■ Task details
Each line of the entries below that holds "Pasar" is needed, copied in full.

Start of Supplied records

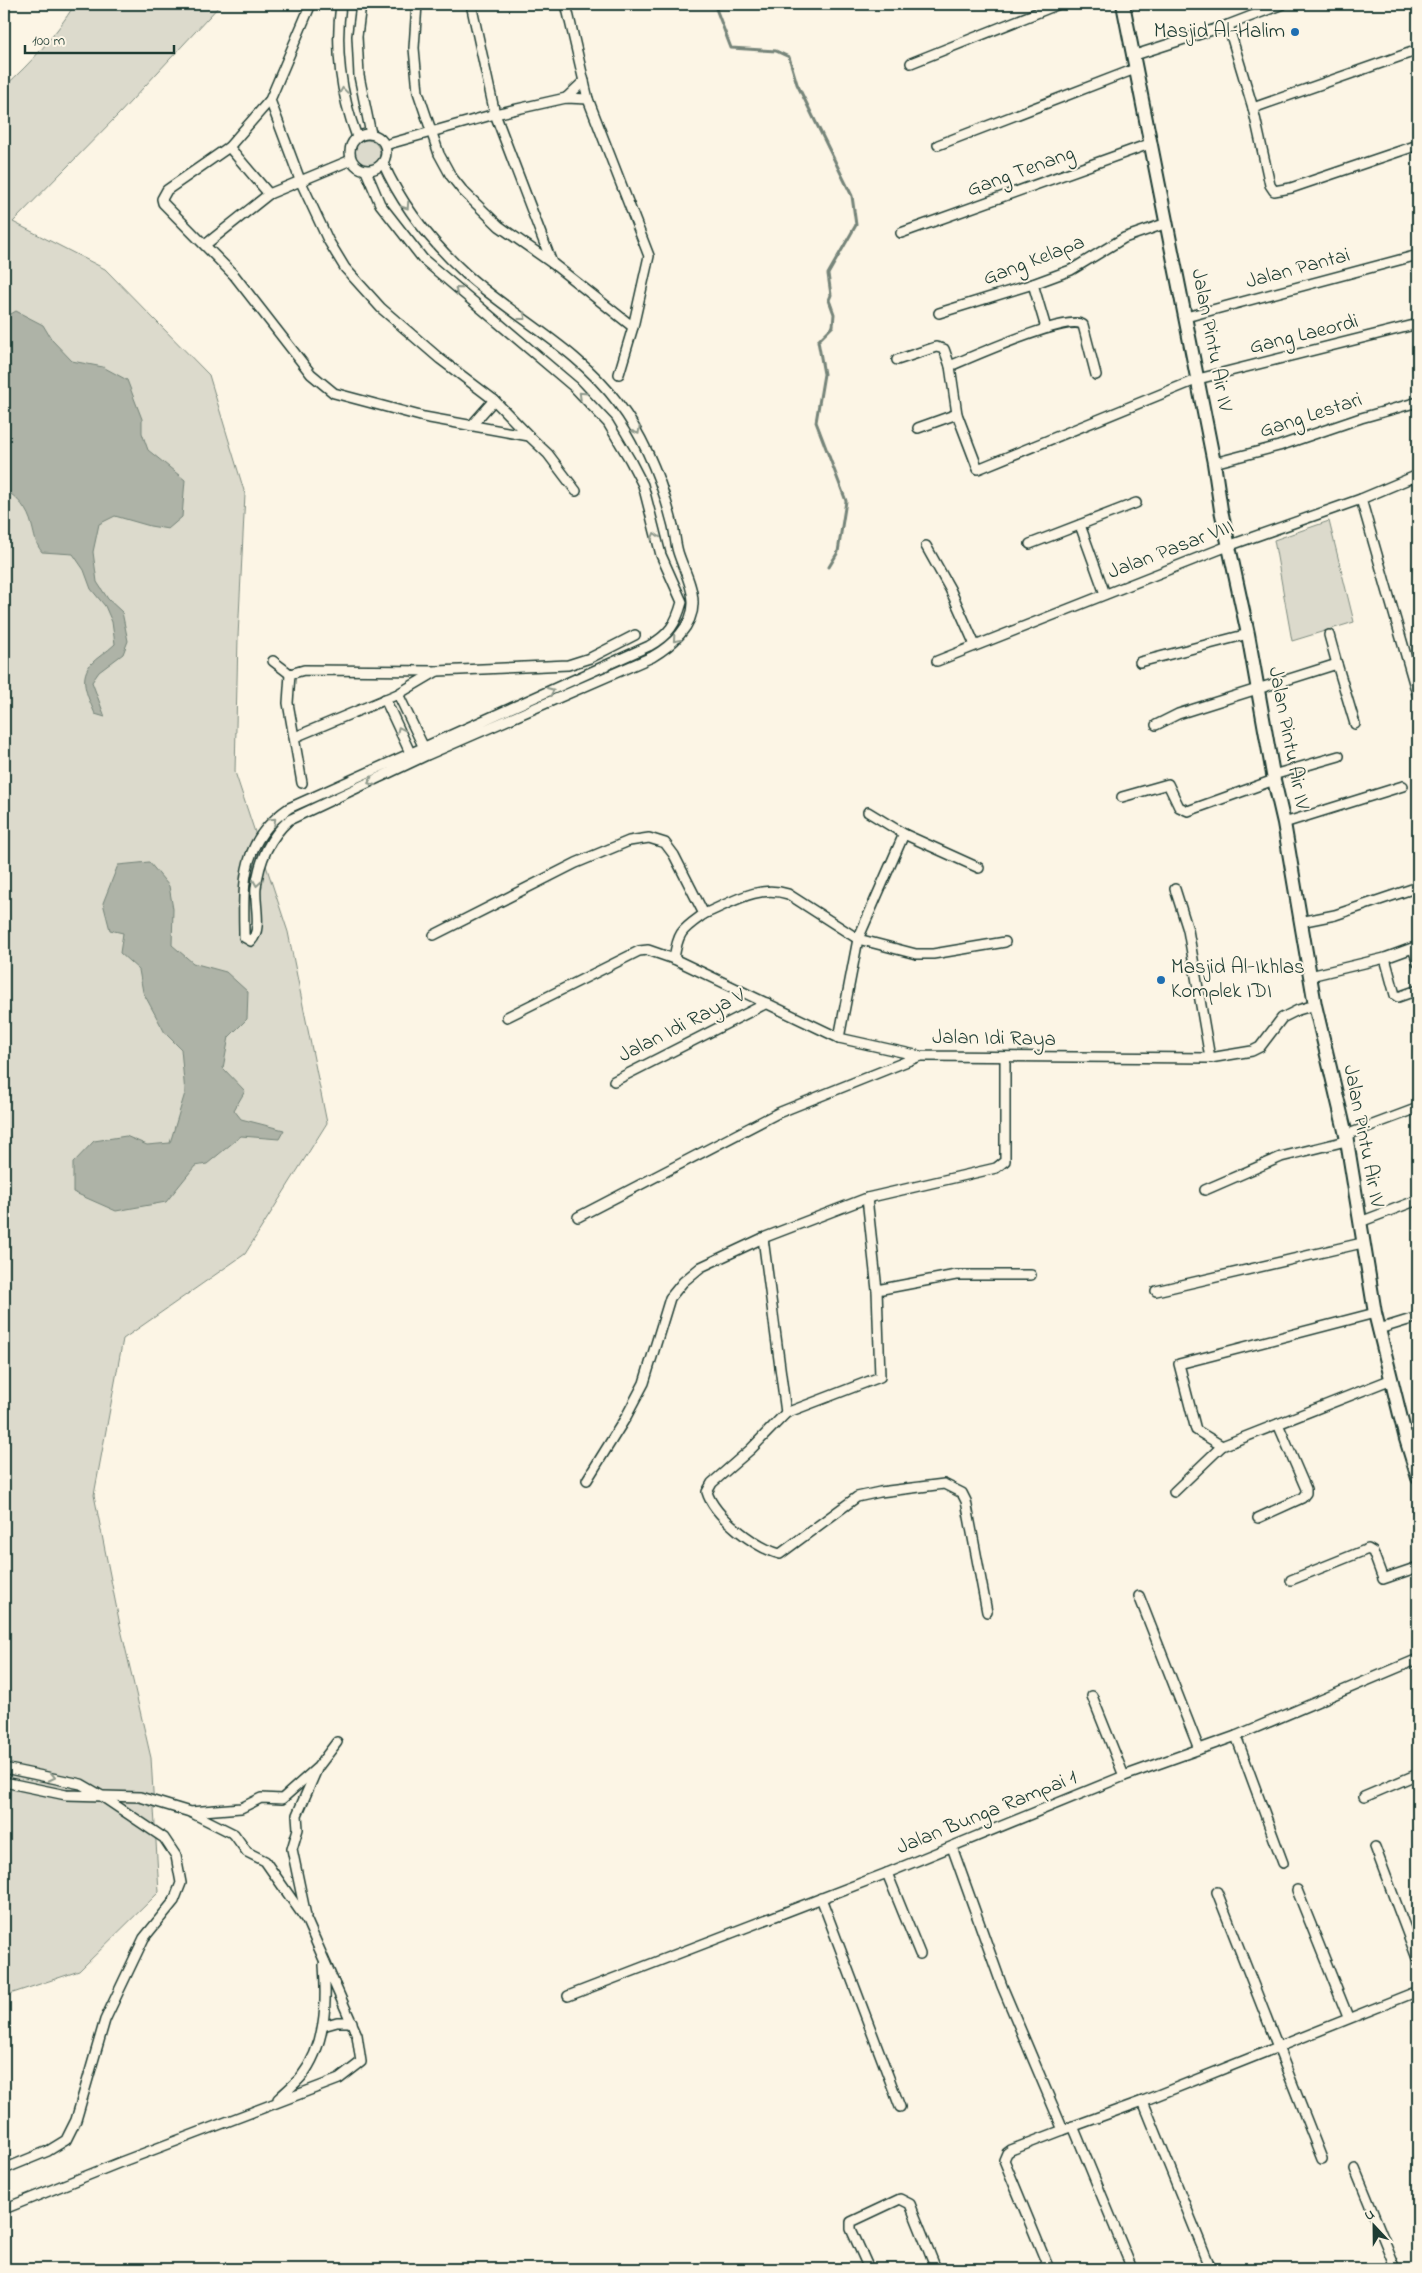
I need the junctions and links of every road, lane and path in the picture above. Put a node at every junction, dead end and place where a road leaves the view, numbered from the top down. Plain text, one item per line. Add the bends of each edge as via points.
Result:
1 (311, 4) edge
2 (341, 4) edge
3 (361, 4) edge
4 (416, 4) edge
5 (470, 4) edge
6 (566, 4) edge
7 (1060, 4) edge
8 (1123, 4) edge
9 (1283, 4) edge
10 (1228, 25) junction
11 (1418, 50) edge
12 (1132, 56) junction
13 (911, 63) dead end
14 (1135, 70) junction
15 (584, 81) junction
16 (566, 98) junction
17 (588, 99) junction
18 (270, 100) junction
19 (1253, 108) junction
20 (495, 114) junction
21 (432, 133) junction
22 (370, 134) junction
23 (357, 137) junction
24 (1152, 143) junction
25 (938, 145) dead end
26 (1418, 145) edge
27 (385, 146) junction
28 (229, 147) junction
29 (351, 160) junction
30 (383, 163) junction
31 (366, 171) junction
32 (300, 180) junction
33 (269, 194) junction
34 (1167, 223) junction
35 (901, 233) dead end
36 (205, 246) junction
37 (1418, 255) edge
38 (552, 263) junction
39 (1033, 284) junction
40 (939, 313) dead end
41 (1186, 317) junction
42 (1418, 324) edge
43 (633, 327) junction
44 (1046, 328) junction
45 (897, 360) dead end
46 (950, 366) junction
47 (619, 374) dead end
48 (1096, 376) dead end
49 (1198, 379) junction
50 (494, 400) junction
51 (1418, 402) edge
52 (956, 414) junction
53 (471, 426) junction
54 (918, 428) dead end
55 (529, 436) junction
56 (1214, 463) junction
57 (1418, 475) edge
58 (576, 491) dead end
59 (1361, 499) junction
60 (1136, 503) dead end
61 (1080, 525) junction
62 (1030, 544) dead end
63 (926, 546) dead end
64 (1228, 546) junction
65 (677, 549) junction
66 (661, 555) junction
67 (1105, 594) junction
68 (1248, 634) junction
69 (635, 635) dead end
70 (1329, 635) dead end
71 (975, 645) junction
72 (937, 660) dead end
73 (273, 661) dead end
74 (1140, 662) dead end
75 (1337, 664) junction
76 (438, 671) junction
77 (290, 674) junction
78 (1256, 689) junction
79 (398, 694) junction
80 (1418, 698) edge
81 (385, 699) junction
82 (525, 707) junction
83 (1355, 724) dead end
84 (1156, 725) dead end
85 (295, 737) junction
86 (426, 751) junction
87 (1339, 756) dead end
88 (413, 758) junction
89 (1273, 777) junction
90 (302, 783) dead end
91 (1403, 786) dead end
92 (1122, 797) dead end
93 (868, 812) dead end
94 (1284, 823) junction
95 (904, 834) junction
96 (979, 868) dead end
97 (1418, 887) edge
98 (1175, 889) dead end
99 (704, 914) junction
100 (1300, 922) junction
101 (434, 935) dead end
102 (858, 939) junction
103 (1005, 942) dead end
104 (1416, 947) edge
105 (1385, 958) junction
106 (674, 959) junction
107 (1418, 963) edge
108 (1310, 976) junction
109 (1418, 990) edge
110 (767, 1003) junction
111 (1315, 1005) junction
112 (507, 1017) dead end
113 (839, 1038) junction
114 (920, 1056) junction
115 (1005, 1057) junction
116 (1210, 1058) junction
117 (614, 1081) dead end
118 (1418, 1108) edge
119 (1346, 1138) junction
120 (1204, 1190) dead end
121 (867, 1198) junction
122 (1418, 1200) edge
123 (578, 1217) dead end
124 (1360, 1222) junction
125 (763, 1238) junction
126 (1362, 1243) junction
127 (1032, 1275) dead end
128 (877, 1290) junction
129 (1156, 1291) dead end
130 (1375, 1313) junction
131 (1418, 1317) edge
132 (1379, 1329) junction
133 (1392, 1379) junction
134 (786, 1414) junction
135 (1278, 1424) junction
136 (1418, 1434) edge
137 (1406, 1439) junction
138 (1222, 1446) junction
139 (1418, 1478) edge
140 (587, 1480) dead end
141 (1174, 1492) dead end
142 (1258, 1518) dead end
143 (1418, 1567) edge
144 (1291, 1580) dead end
145 (1139, 1596) dead end
146 (987, 1612) dead end
147 (1418, 1659) edge
148 (1092, 1696) dead end
149 (1236, 1736) junction
150 (338, 1742) dead end
151 (1199, 1748) junction
152 (318, 1767) junction
153 (4, 1768) edge
154 (1418, 1774) edge
155 (1124, 1776) junction
156 (4, 1782) edge
157 (100, 1795) junction
158 (1364, 1797) dead end
159 (190, 1812) junction
160 (1375, 1846) dead end
161 (952, 1847) junction
162 (1283, 1863) dead end
163 (887, 1873) junction
164 (1297, 1890) dead end
165 (1217, 1892) dead end
166 (821, 1898) junction
167 (307, 1921) junction
168 (920, 1954) dead end
169 (323, 1956) junction
170 (1418, 1961) edge
171 (1418, 1991) edge
172 (568, 1996) dead end
173 (1348, 2017) junction
174 (352, 2022) junction
175 (323, 2026) junction
176 (1278, 2046) junction
177 (1143, 2101) junction
178 (274, 2103) junction
179 (900, 2106) dead end
180 (1073, 2126) junction
181 (1063, 2130) junction
182 (1322, 2159) dead end
183 (4, 2169) edge
184 (1356, 2170) dead end
185 (4, 2209) edge
186 (869, 2269) edge
187 (936, 2269) edge
188 (1050, 2269) edge
189 (1132, 2269) edge
190 (1211, 2269) edge
191 (1396, 2269) edge

1 - 18 street
23 -> 2 street via 346,107 341,74
3 - 22 street via 359,76
4 - 21 street via 414,48 418,92
5 - 20 street
6 - 15 street
7 - 13 street
8 - 12 main road, Jalan Pintu Air IV
9 - 10 street
10 - 12 street
10 - 19 street
11 - 19 street
12 - 14 main road, Jalan Pintu Air IV
14 - 24 main road, Jalan Pintu Air IV
14 - 25 street
15 - 16 street
15 - 17 street
16 - 17 street
16 - 20 street
17 - 43 street via 648,256
18 - 28 street
18 - 32 street
19 - 26 street via 1270,185 1278,192
20 - 21 street
20 - 38 street
21 - 27 street
21 - 38 street via 439,154 463,191 500,226
22 - 23 street
22 - 27 street
23 - 29 street via 350,148
24 - 34 main road, Jalan Pintu Air IV
24 - 35 street, Gang Tenang
27 - 30 street
28 - 33 street
28 - 36 street via 167,190 162,199 166,208
29 - 31 street
29 - 32 street
30 - 31 street
30 -> 65 street via 405,206 442,250 466,274 572,355 618,402 648,452 665,497
66 -> 31 street via 642,486 608,423 574,387 423,259 380,204
32 - 33 street
32 - 50 street via 328,240 358,285 440,359
33 - 36 street
34 - 39 street, Gang Kelapa via 1124,238 1083,264
34 - 41 main road, Jalan Pintu Air IV
36 - 53 street via 234,276 323,386 334,393
37 - 41 street, Jalan Pantai
38 - 43 street
39 - 40 street, Gang Kelapa
39 - 44 street
41 - 49 main road, Jalan Pintu Air IV
42 - 49 street, Gang Laeordi
43 - 47 street
44 - 46 street
44 - 48 street via 1076,322 1083,325
45 - 46 street via 936,347 944,349
46 - 52 street
49 - 52 street, Gang Laeordi via 978,469
49 - 56 main road, Jalan Pintu Air IV
50 - 53 street
50 - 55 street
51 - 56 street, Gang Lestari via 1280,446
52 - 54 street
53 - 55 street
55 - 58 street via 548,454
56 - 64 main road, Jalan Pintu Air IV
57 - 59 street, Jalan Pasar VIII
59 - 64 street, Jalan Pasar VIII
59 - 80 street
60 - 61 street
61 - 62 street
61 - 67 street
63 - 71 street
64 - 67 street, Jalan Pasar VIII
64 - 68 main road, Jalan Pintu Air IV
65 - 66 street
65 -> 82 street via 694,604 686,626 671,645 652,657
82 -> 66 street via 667,635 678,619 682,602
67 - 71 street, Jalan Pasar VIII
68 - 74 street
68 - 78 main road, Jalan Pintu Air IV
69 - 76 street via 590,658 568,665
70 - 75 street
71 - 72 street, Jalan Pasar VIII
73 - 77 street
75 - 78 street
75 - 83 street
76 - 77 street via 304,670
76 - 79 street
77 - 85 street via 288,703
78 - 84 street via 1178,714
78 - 89 main road, Jalan Pintu Air IV
79 - 81 street
79 - 86 street
81 - 85 street
88 -> 81 street
82 - 86 street
85 - 90 street
86 - 88 street
87 - 89 street
88 -> 88 street via 300,814 280,828 268,844 259,870 255,889 256,932 251,941 247,940 244,932 246,870 256,842 271,821 289,808
89 - 92 street via 1188,811 1179,807 1168,784
89 - 94 main road, Jalan Pintu Air IV
91 - 94 street
93 - 95 street
94 - 100 main road, Jalan Pintu Air IV
95 - 96 street
95 - 102 street
97 - 100 street via 1335,915
98 - 116 street via 1188,930
99 - 101 street via 665,843 649,838 629,840 576,863
99 - 102 street via 751,893 777,890
99 - 106 street via 681,931
100 - 108 main road, Jalan Pintu Air IV
102 - 103 street via 916,954
102 - 113 street
104 - 105 street
104 - 107 street
105 - 108 street
105 - 109 street via 1395,995 1398,997
106 - 110 street, Jalan Idi Raya
106 - 112 street, Jalan Idi Raya via 648,950 639,951
108 - 111 main road, Jalan Pintu Air IV
110 - 113 street, Jalan Idi Raya
110 - 117 street, Jalan Idi Raya V
111 - 116 street, Jalan Idi Raya via 1282,1018 1260,1047
111 - 119 main road, Jalan Pintu Air IV
113 - 114 street, Jalan Idi Raya
114 - 115 street, Jalan Idi Raya
114 - 123 street via 778,1113
115 - 116 street, Jalan Idi Raya
115 - 121 street via 1005,1161 996,1168
118 - 119 street
119 - 120 street via 1281,1157
119 - 124 main road, Jalan Pintu Air IV
121 - 125 street
121 - 128 street
122 - 124 street
124 - 126 main road, Jalan Pintu Air IV
125 - 134 street
125 - 140 street via 701,1267 670,1298 644,1383
126 - 129 street
126 - 130 main road, Jalan Pintu Air IV
127 - 128 street via 956,1275
128 - 134 street via 880,1377
130 - 132 main road, Jalan Pintu Air IV
130 - 138 street via 1179,1364 1196,1430
131 - 132 street
132 - 133 main road, Jalan Pintu Air IV
133 - 135 street
133 - 137 main road, Jalan Pintu Air IV
134 - 146 street via 708,1487 712,1505 752,1542 780,1554 857,1497 935,1484 954,1488 966,1501
135 - 138 street
135 - 142 street via 1306,1494
136 - 137 street
137 - 139 main road, Jalan Pintu Air IV
138 - 141 street
143 - 144 street via 1383,1579 1373,1552 1368,1549
145 - 151 street
147 - 149 street, Jalan Bunga Rampai 1
148 - 155 street
149 - 151 street, Jalan Bunga Rampai 1
149 - 162 street
150 - 152 street
151 - 155 street, Jalan Bunga Rampai 1
152 - 159 street via 282,1799 261,1798 241,1808
152 - 167 street via 296,1815 298,1829 292,1850
153 -> 157 street via 82,1784
154 - 158 street
155 - 161 street, Jalan Bunga Rampai 1
156 - 157 street via 66,1795
157 - 159 street via 140,1797
157 - 183 street via 164,1838 176,1856 180,1883 174,1901 144,1938 105,2020 76,2120 66,2140
159 - 167 street via 234,1834 247,1852 265,1861
160 - 170 street
161 - 163 street, Jalan Bunga Rampai 1
161 - 181 street via 1002,1986
163 - 166 street, Jalan Bunga Rampai 1
163 - 168 street
164 - 173 street
165 - 176 street
166 - 172 street, Jalan Bunga Rampai 1
166 - 179 street
167 - 169 street
169 - 174 street
169 - 175 street via 326,2010
171 - 173 street
173 - 176 street
174 - 175 street
174 - 178 street via 358,2035 361,2062 339,2079
175 - 178 street via 317,2047 301,2077
176 - 177 street
176 - 182 street
177 - 180 street
177 - 190 street
178 - 185 street
180 - 181 street
180 - 189 street
181 - 188 street via 1011,2150 1004,2160
184 - 191 street
186 - 187 street via 851,2222 900,2200 910,2204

End of Supplied records

■ Written response
57 - 59 street, Jalan Pasar VIII
59 - 64 street, Jalan Pasar VIII
64 - 67 street, Jalan Pasar VIII
67 - 71 street, Jalan Pasar VIII
71 - 72 street, Jalan Pasar VIII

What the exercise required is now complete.